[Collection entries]
----------------

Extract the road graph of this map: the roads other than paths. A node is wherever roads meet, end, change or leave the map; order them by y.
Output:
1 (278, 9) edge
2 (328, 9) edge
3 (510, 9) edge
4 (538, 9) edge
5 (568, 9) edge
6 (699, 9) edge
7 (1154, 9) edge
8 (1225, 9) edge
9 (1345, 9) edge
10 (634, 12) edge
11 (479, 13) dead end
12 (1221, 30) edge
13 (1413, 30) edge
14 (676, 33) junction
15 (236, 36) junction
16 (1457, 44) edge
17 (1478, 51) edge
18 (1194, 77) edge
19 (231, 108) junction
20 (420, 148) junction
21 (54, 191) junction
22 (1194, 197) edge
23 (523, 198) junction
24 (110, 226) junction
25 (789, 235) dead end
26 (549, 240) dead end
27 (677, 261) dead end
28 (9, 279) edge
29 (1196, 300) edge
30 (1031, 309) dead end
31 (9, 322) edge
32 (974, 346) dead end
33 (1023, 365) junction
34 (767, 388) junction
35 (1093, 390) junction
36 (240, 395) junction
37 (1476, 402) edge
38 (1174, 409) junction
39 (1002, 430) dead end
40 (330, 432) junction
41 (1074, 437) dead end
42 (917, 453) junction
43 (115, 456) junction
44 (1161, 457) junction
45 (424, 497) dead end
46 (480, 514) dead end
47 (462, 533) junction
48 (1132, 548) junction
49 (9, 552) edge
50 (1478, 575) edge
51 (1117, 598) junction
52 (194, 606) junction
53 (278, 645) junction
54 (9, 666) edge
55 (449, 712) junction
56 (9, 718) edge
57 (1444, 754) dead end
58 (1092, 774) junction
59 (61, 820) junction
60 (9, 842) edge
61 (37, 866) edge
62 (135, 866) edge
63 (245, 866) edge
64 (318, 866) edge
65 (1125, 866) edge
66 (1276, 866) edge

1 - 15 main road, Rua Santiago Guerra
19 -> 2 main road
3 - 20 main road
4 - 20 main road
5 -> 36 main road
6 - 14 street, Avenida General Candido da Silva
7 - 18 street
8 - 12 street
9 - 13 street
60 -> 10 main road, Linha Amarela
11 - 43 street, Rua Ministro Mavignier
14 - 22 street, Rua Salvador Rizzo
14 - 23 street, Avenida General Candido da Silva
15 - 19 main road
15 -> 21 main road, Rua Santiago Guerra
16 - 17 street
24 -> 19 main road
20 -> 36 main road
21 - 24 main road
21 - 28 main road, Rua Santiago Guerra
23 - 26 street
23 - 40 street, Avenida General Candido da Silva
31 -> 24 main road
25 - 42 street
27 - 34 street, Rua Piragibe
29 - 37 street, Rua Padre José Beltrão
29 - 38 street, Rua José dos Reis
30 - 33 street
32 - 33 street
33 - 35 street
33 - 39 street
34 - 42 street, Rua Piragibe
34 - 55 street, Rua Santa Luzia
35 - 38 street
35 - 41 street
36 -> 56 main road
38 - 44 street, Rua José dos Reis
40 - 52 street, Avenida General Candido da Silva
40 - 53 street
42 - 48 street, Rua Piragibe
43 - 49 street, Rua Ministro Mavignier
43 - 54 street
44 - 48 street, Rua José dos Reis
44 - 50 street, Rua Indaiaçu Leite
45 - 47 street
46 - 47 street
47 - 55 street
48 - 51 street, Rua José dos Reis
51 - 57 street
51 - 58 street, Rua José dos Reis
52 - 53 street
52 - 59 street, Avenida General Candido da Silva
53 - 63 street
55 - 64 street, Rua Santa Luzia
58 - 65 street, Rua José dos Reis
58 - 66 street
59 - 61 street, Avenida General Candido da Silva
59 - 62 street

----------------

▸ **Task directions**
What is needed is a verbatim copy of the data, complete from first line to last.

▸ **Result of this task**
Extract the road graph of this map: the roads other than paths. A node is wherever roads meet, end, change or leave the map; order them by y.
Output:
1 (278, 9) edge
2 (328, 9) edge
3 (510, 9) edge
4 (538, 9) edge
5 (568, 9) edge
6 (699, 9) edge
7 (1154, 9) edge
8 (1225, 9) edge
9 (1345, 9) edge
10 (634, 12) edge
11 (479, 13) dead end
12 (1221, 30) edge
13 (1413, 30) edge
14 (676, 33) junction
15 (236, 36) junction
16 (1457, 44) edge
17 (1478, 51) edge
18 (1194, 77) edge
19 (231, 108) junction
20 (420, 148) junction
21 (54, 191) junction
22 (1194, 197) edge
23 (523, 198) junction
24 (110, 226) junction
25 (789, 235) dead end
26 (549, 240) dead end
27 (677, 261) dead end
28 (9, 279) edge
29 (1196, 300) edge
30 (1031, 309) dead end
31 (9, 322) edge
32 (974, 346) dead end
33 (1023, 365) junction
34 (767, 388) junction
35 (1093, 390) junction
36 (240, 395) junction
37 (1476, 402) edge
38 (1174, 409) junction
39 (1002, 430) dead end
40 (330, 432) junction
41 (1074, 437) dead end
42 (917, 453) junction
43 (115, 456) junction
44 (1161, 457) junction
45 (424, 497) dead end
46 (480, 514) dead end
47 (462, 533) junction
48 (1132, 548) junction
49 (9, 552) edge
50 (1478, 575) edge
51 (1117, 598) junction
52 (194, 606) junction
53 (278, 645) junction
54 (9, 666) edge
55 (449, 712) junction
56 (9, 718) edge
57 (1444, 754) dead end
58 (1092, 774) junction
59 (61, 820) junction
60 (9, 842) edge
61 (37, 866) edge
62 (135, 866) edge
63 (245, 866) edge
64 (318, 866) edge
65 (1125, 866) edge
66 (1276, 866) edge

1 - 15 main road, Rua Santiago Guerra
19 -> 2 main road
3 - 20 main road
4 - 20 main road
5 -> 36 main road
6 - 14 street, Avenida General Candido da Silva
7 - 18 street
8 - 12 street
9 - 13 street
60 -> 10 main road, Linha Amarela
11 - 43 street, Rua Ministro Mavignier
14 - 22 street, Rua Salvador Rizzo
14 - 23 street, Avenida General Candido da Silva
15 - 19 main road
15 -> 21 main road, Rua Santiago Guerra
16 - 17 street
24 -> 19 main road
20 -> 36 main road
21 - 24 main road
21 - 28 main road, Rua Santiago Guerra
23 - 26 street
23 - 40 street, Avenida General Candido da Silva
31 -> 24 main road
25 - 42 street
27 - 34 street, Rua Piragibe
29 - 37 street, Rua Padre José Beltrão
29 - 38 street, Rua José dos Reis
30 - 33 street
32 - 33 street
33 - 35 street
33 - 39 street
34 - 42 street, Rua Piragibe
34 - 55 street, Rua Santa Luzia
35 - 38 street
35 - 41 street
36 -> 56 main road
38 - 44 street, Rua José dos Reis
40 - 52 street, Avenida General Candido da Silva
40 - 53 street
42 - 48 street, Rua Piragibe
43 - 49 street, Rua Ministro Mavignier
43 - 54 street
44 - 48 street, Rua José dos Reis
44 - 50 street, Rua Indaiaçu Leite
45 - 47 street
46 - 47 street
47 - 55 street
48 - 51 street, Rua José dos Reis
51 - 57 street
51 - 58 street, Rua José dos Reis
52 - 53 street
52 - 59 street, Avenida General Candido da Silva
53 - 63 street
55 - 64 street, Rua Santa Luzia
58 - 65 street, Rua José dos Reis
58 - 66 street
59 - 61 street, Avenida General Candido da Silva
59 - 62 street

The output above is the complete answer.